Appearance of covalently bound antigen in immune complexes formed during the activation of complement

The effects of complement activation on the antigenic component of immune complexes have been studied, using 125I-BSA-rabbit anti-BSA-IgG complexes as models. Polyethylene glycol precipitates of 4 types of IC (those formed in native normal human serum, or NHS-containing EDTA, NHS-EDTA, and preformed soluble IC incubated in NHS or NHS-EDTA immediately after preparation) were analysed by sodium dodecyl sulphate-polyacrylamide slab gel electrophoresis.

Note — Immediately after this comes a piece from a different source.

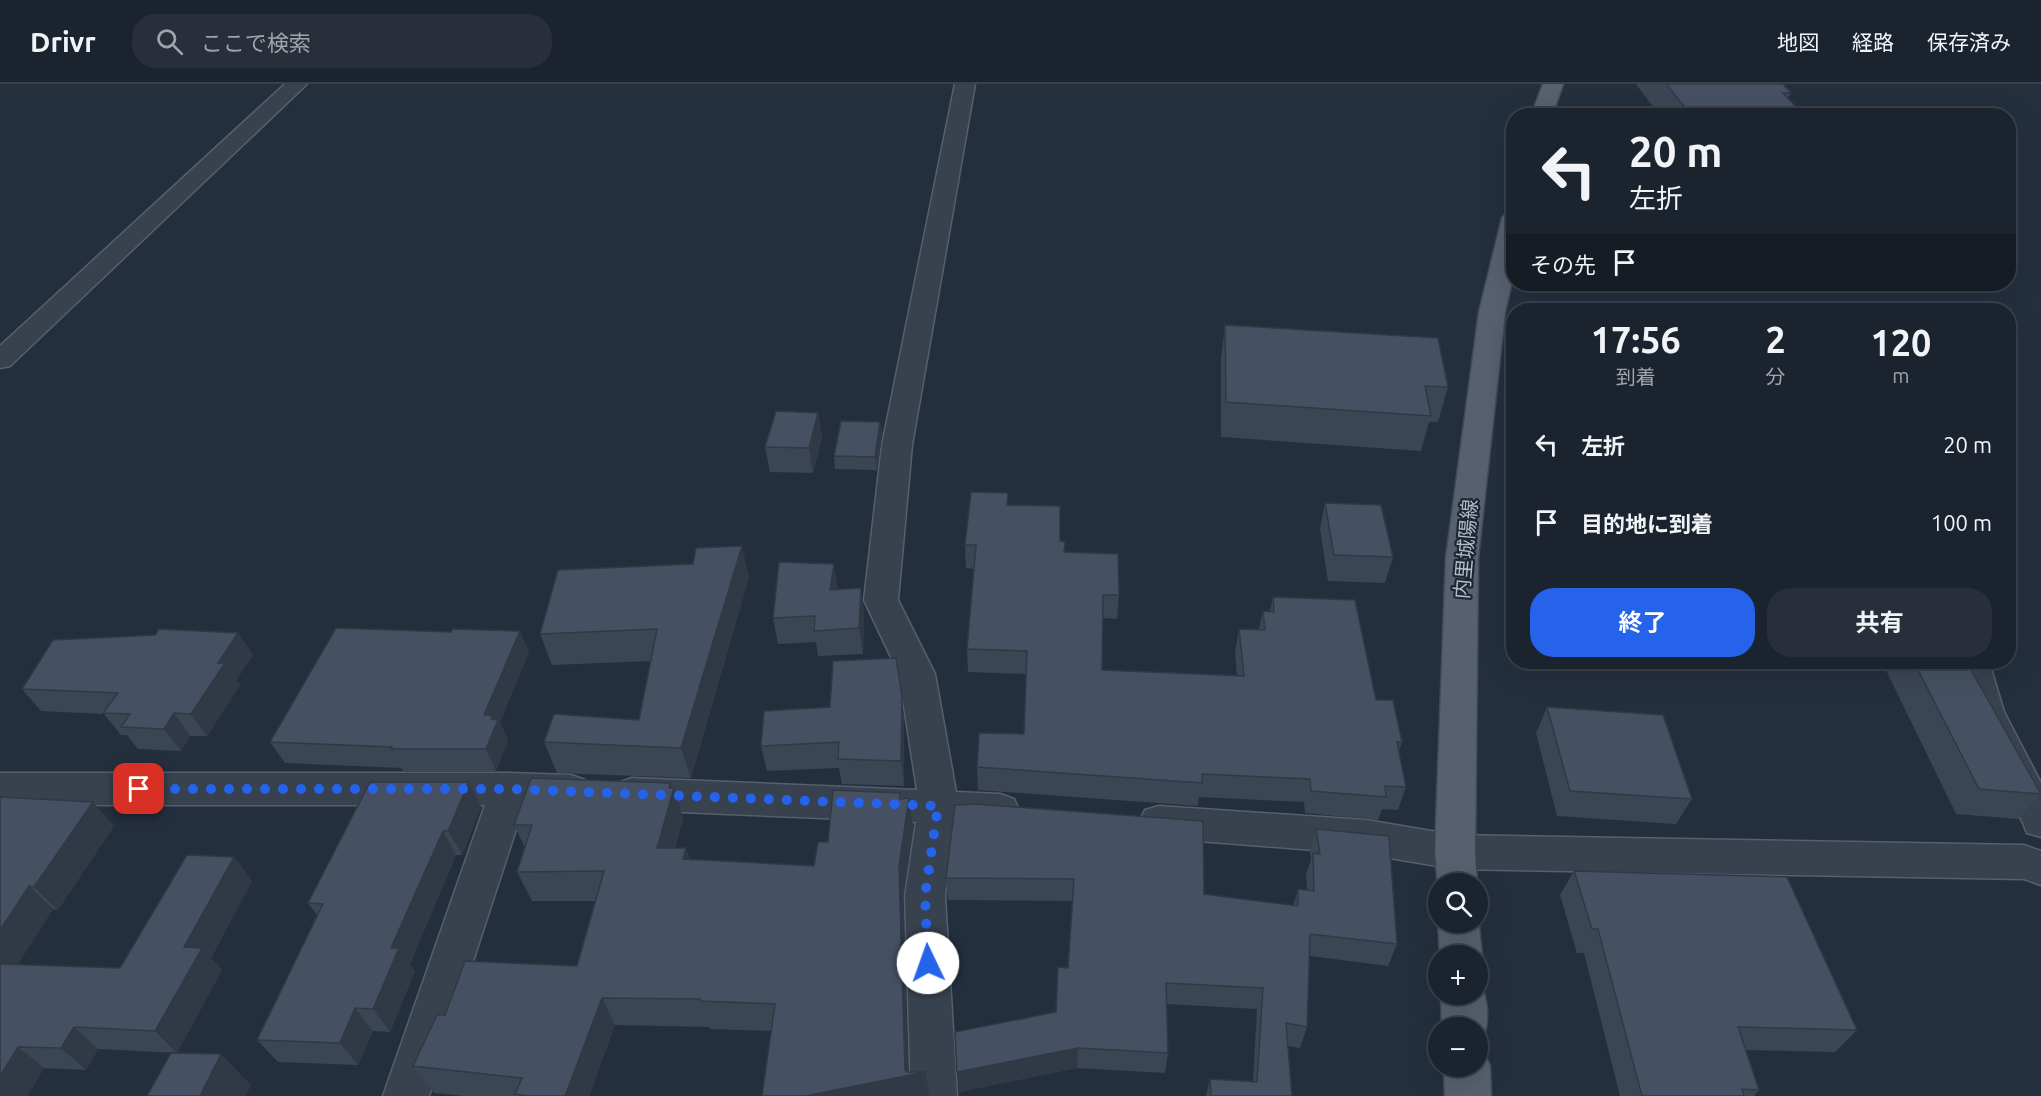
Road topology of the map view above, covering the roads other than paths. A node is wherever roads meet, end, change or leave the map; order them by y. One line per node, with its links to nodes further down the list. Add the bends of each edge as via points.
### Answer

A characteristic difference in the distribution of 125I-BSA in the gel was observed between the NHS- and NHS-EDTA-treated samples. With the former type of IC, a significant part (16–23%) of the label was found in gel fractions of mol. wt. exceeding that of the antigen (80–300 kDa vs. 69 kDa), whereas with NHS-EDTA-treated IC only a minimal amount (4–5%) of the radioactivity was detected in these fractions. These findings indicate that complement activation results in the covalent binding of complement to the antigenic component of IC. The practical importance of these observations is discussed. In addition, a marked difference in precipitability was observed between IC formed in NHS and preformed IC incubated in NHS.